To ensure high availability of metadata in a production environment, metadata services must be run on at least three cluster nodes. In this case, if one metadata service fails, the remaining two will still be controlling the cluster. However, it is recommended to have maximum five metadata services in a cluster, to ensure that the cluster can survive simultaneous failure of two nodes and without data loss.

The primary metadata node is the master node in the metadata quorum. If the master MDS fails, another available MDS is selected as master.
Storage
Storage nodes run chunk services (CS), store all data in the form of fixed-size chunks, and provide access to these chunks. All data chunks are replicated and the replicas are kept on different storage nodes to achieve high availability of data. If one of the storage nodes fails, the remaining healthy storage nodes continue providing the data chunks that were stored on the failed node. The storage role can only be assigned to a server with disks of a certain capacity.

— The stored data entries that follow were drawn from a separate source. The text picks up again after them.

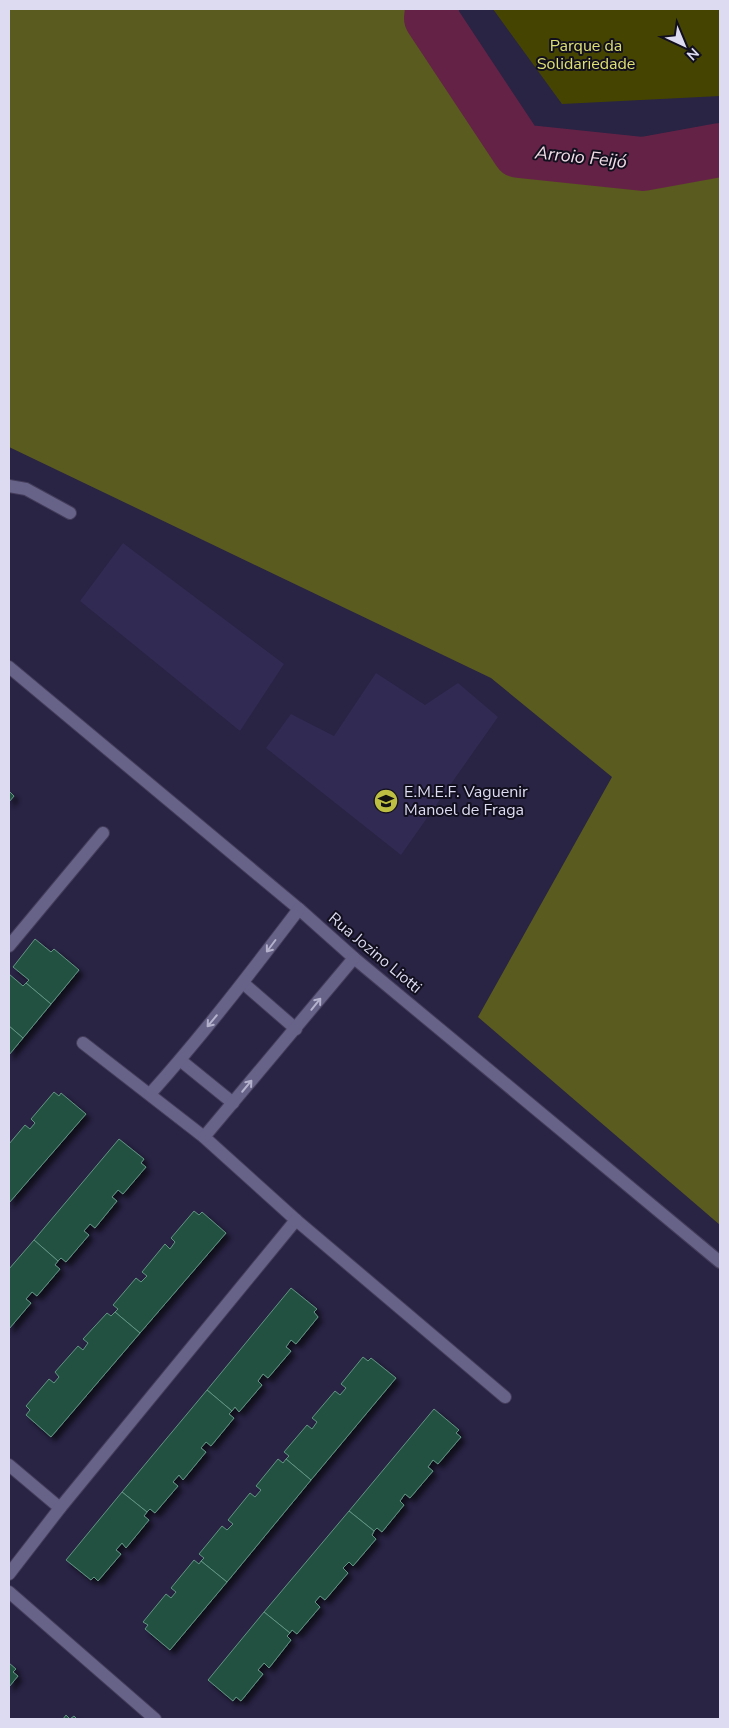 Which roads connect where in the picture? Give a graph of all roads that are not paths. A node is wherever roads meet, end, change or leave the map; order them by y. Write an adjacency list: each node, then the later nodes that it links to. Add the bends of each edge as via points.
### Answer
1 (9, 486): 2 (street, via 26,489)
2 (70, 513)
3 (9, 667): 5 (street, Rua Jozino Liotti)
4 (102, 833): 6 (street)
5 (298, 909): 7 (street, Rua Jozino Liotti); 8 (street, one-way to 8)
6 (9, 946)
7 (354, 958): 9 (street, one-way to 7); 16 (street, Rua Jozino Liotti)
8 (243, 983): 9 (street); 11 (street, one-way to 11)
9 (296, 1029): 13 (street, one-way to 9)
10 (83, 1043): 12 (street)
11 (180, 1060): 12 (street); 13 (street)
12 (150, 1094): 14 (street)
13 (233, 1102): 14 (street)
14 (204, 1137): 15 (street)
15 (296, 1220): 17 (street); 19 (street)
16 (720, 1262)
17 (505, 1397)
18 (9, 1465): 19 (street)
19 (60, 1508): 20 (street)
20 (9, 1574)
21 (9, 1592): 22 (street)
22 (155, 1719) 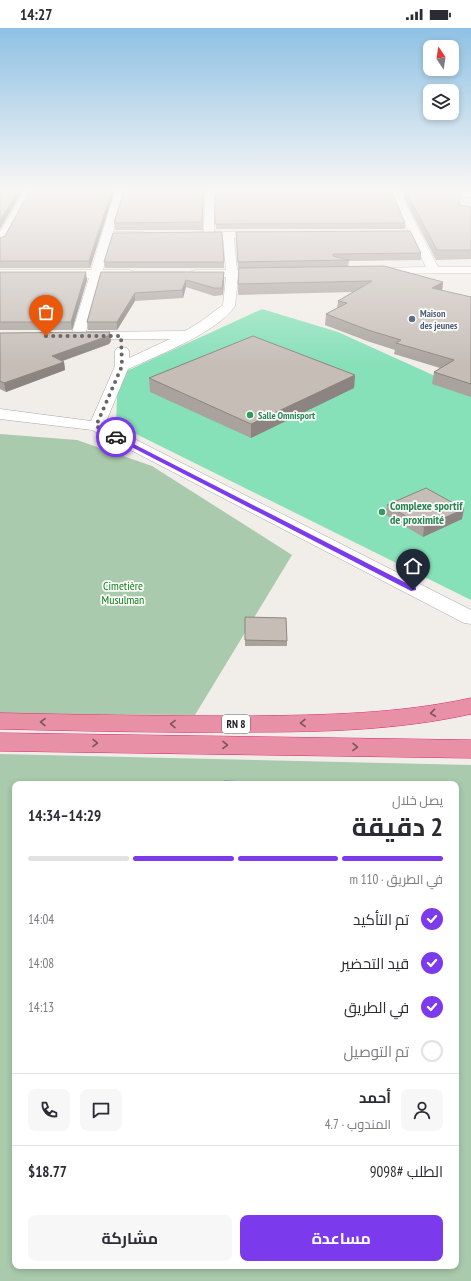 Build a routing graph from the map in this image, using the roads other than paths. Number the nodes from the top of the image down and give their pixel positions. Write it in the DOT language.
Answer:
graph roads {
  1 [pos="103,248"];
  2 [pos="229,248"];
  3 [pos="420,248"];
  4 [pos="471,270"];
  5 [pos="434,271"];
  6 [pos="364,272"];
  7 [pos="279,273"];
  8 [pos="0,274"];
  9 [pos="96,274"];
  10 [pos="144,274"];
  11 [pos="184,274"];
  12 [pos="232,274"];
  13 [pos="192,334"];
  14 [pos="62,336"];
  15 [pos="78,336"];
  16 [pos="121,336"];
  17 [pos="122,366"];
  18 [pos="0,414"];
  19 [pos="96,426"];
  20 [pos="471,618"];
  21 [pos="471,706"];
  22 [pos="0,721"];
  23 [pos="0,742"];
  24 [pos="471,748"];
  1 -- 9 [label="street"];
  2 -- 12 [label="street"];
  3 -- 5 [label="street"];
  4 -- 5 [label="street"];
  5 -- 6 [label="street"];
  7 -- 12 [label="street"];
  8 -- 9 [label="street"];
  9 -- 10 [label="street"];
  9 -- 15 [label="street"];
  11 -- 12 [label="street"];
  12 -- 13 [label="street"];
  13 -- 16 [label="street"];
  13 -- 17 [label="street"];
  14 -- 15 [label="street"];
  15 -- 16 [label="street"];
  16 -- 17 [label="street"];
  17 -- 19 [label="street"];
  18 -- 19 [label="street"];
  19 -- 20 [label="street"];
  21 -- 22 [label="highway, RN 8, one-way"];
  23 -- 24 [label="highway, RN 8, one-way"];
} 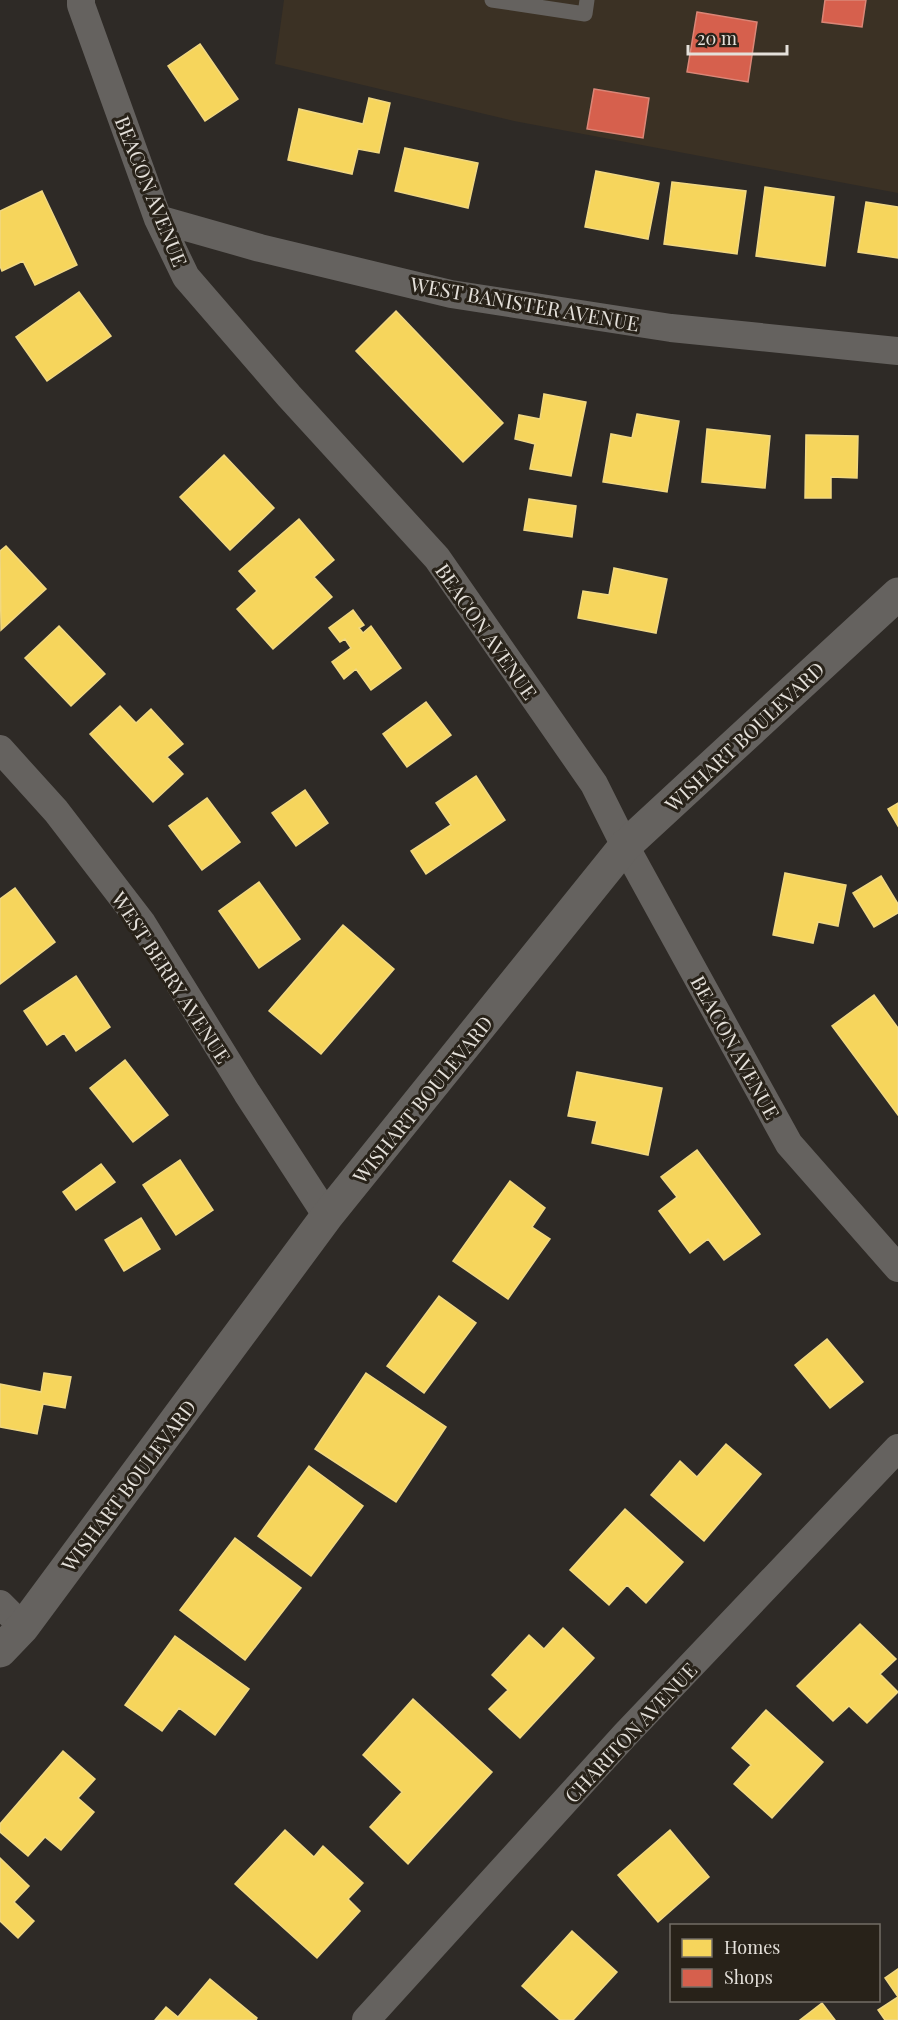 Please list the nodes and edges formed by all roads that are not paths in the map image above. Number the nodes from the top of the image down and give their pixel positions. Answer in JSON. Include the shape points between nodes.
{"nodes":[{"id":1,"x":81,"y":0,"type":"edge"},
{"id":2,"x":492,"y":0,"type":"edge"},
{"id":3,"x":587,"y":0,"type":"edge"},
{"id":4,"x":158,"y":219,"type":"junction"},
{"id":5,"x":898,"y":351,"type":"edge"},
{"id":6,"x":898,"y":594,"type":"edge"},
{"id":7,"x":0,"y":749,"type":"edge"},
{"id":8,"x":625,"y":846,"type":"junction"},
{"id":9,"x":327,"y":1216,"type":"junction"},
{"id":10,"x":898,"y":1268,"type":"edge"},
{"id":11,"x":898,"y":1448,"type":"edge"},
{"id":12,"x":0,"y":1604,"type":"edge"},
{"id":13,"x":23,"y":1627,"type":"junction"},
{"id":14,"x":0,"y":1651,"type":"edge"},
{"id":15,"x":366,"y":2020,"type":"edge"}],
"edges":[{"from":1,"to":4,"type":"street","name":"BEACON AVENUE"},
{"from":2,"to":3,"type":"lane","via":[[585,14]]},
{"from":4,"to":5,"type":"street","name":"WEST BANISTER AVENUE","via":[[451,294],[671,328]]},
{"from":4,"to":8,"type":"street","name":"BEACON AVENUE","via":[[186,276],[437,558],[594,784]]},
{"from":6,"to":8,"type":"street","name":"WISHART BOULEVARD"},
{"from":7,"to":9,"type":"street","name":"WEST BERRY AVENUE","via":[[56,811],[141,923]]},
{"from":8,"to":9,"type":"street","name":"WISHART BOULEVARD"},
{"from":8,"to":10,"type":"street","name":"BEACON AVENUE","via":[[789,1144]]},
{"from":9,"to":13,"type":"street","name":"WISHART BOULEVARD"},
{"from":11,"to":15,"type":"street","name":"CHARITON AVENUE","via":[[626,1735]]},
{"from":12,"to":13,"type":"street"},
{"from":13,"to":14,"type":"street","name":"WISHART BOULEVARD"}]}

Storage nodes can also benefit from data caching and checksumming:
- Data caching improves cluster performance by placing frequently accessed data on an SSD.
- Data checksumming generates checksums each time some data in the cluster is modified. When this data is then read, a new checksum is computed and compared with the old checksum. If the two are not identical, a read operation is performed again, thus providing better data reliability and integrity.
  
  If a node has an SSD, it will be automatically configured to keep checksums when you add a node to a cluster. This is the recommended setup. However, if a node does not have an SSD drive, checksums will be stored on a rotational disk by default. It means that this disk will have to handle double the I/O, because for each data read/write operation there will be a corresponding checksum read/write operation. For this reason, you may want to disable checksumming on nodes without SSDs to gain performance at the expense of checksums. This can be especially useful for hot data storage.
Supplementary roles:

SSD journal and cache

Boosts chunk read/write performance by creating write caches on selected solid-state drives (SSDs). It is also recommended to use such SSDs for metadata. The use of write journals may more than double the write speed in the cluster.
System
One disk per node that is reserved for the operating system and unavailable for data storage.

Note the following:
- The System role cannot be unassigned from a disk.
- If a physical server has a system disk with the capacity greater than 100 GB, that disk can be additionally assigned the Metadata or Storage role.
- It is recommended to assign the System+Metadata role to an SSD. Assigning both of these roles to an HDD will result in mediocre performance suitable only for cold data (for example, archiving).
- The System role cannot be combined with the Cache and Metadata+Cache roles. The reason is that the I/O generated by the operating system and applications would contend with the I/O generated by journaling, thus negating its performance benefits.

Along with the core storage services, servers run storage access points that allow top-level virtualization and storage services to access the storage cluster.

In addition, a server joined to the storage cluster can run neither metadata nor chunk services. In this case, the node will run only storage access points and serve as a storage cluster client.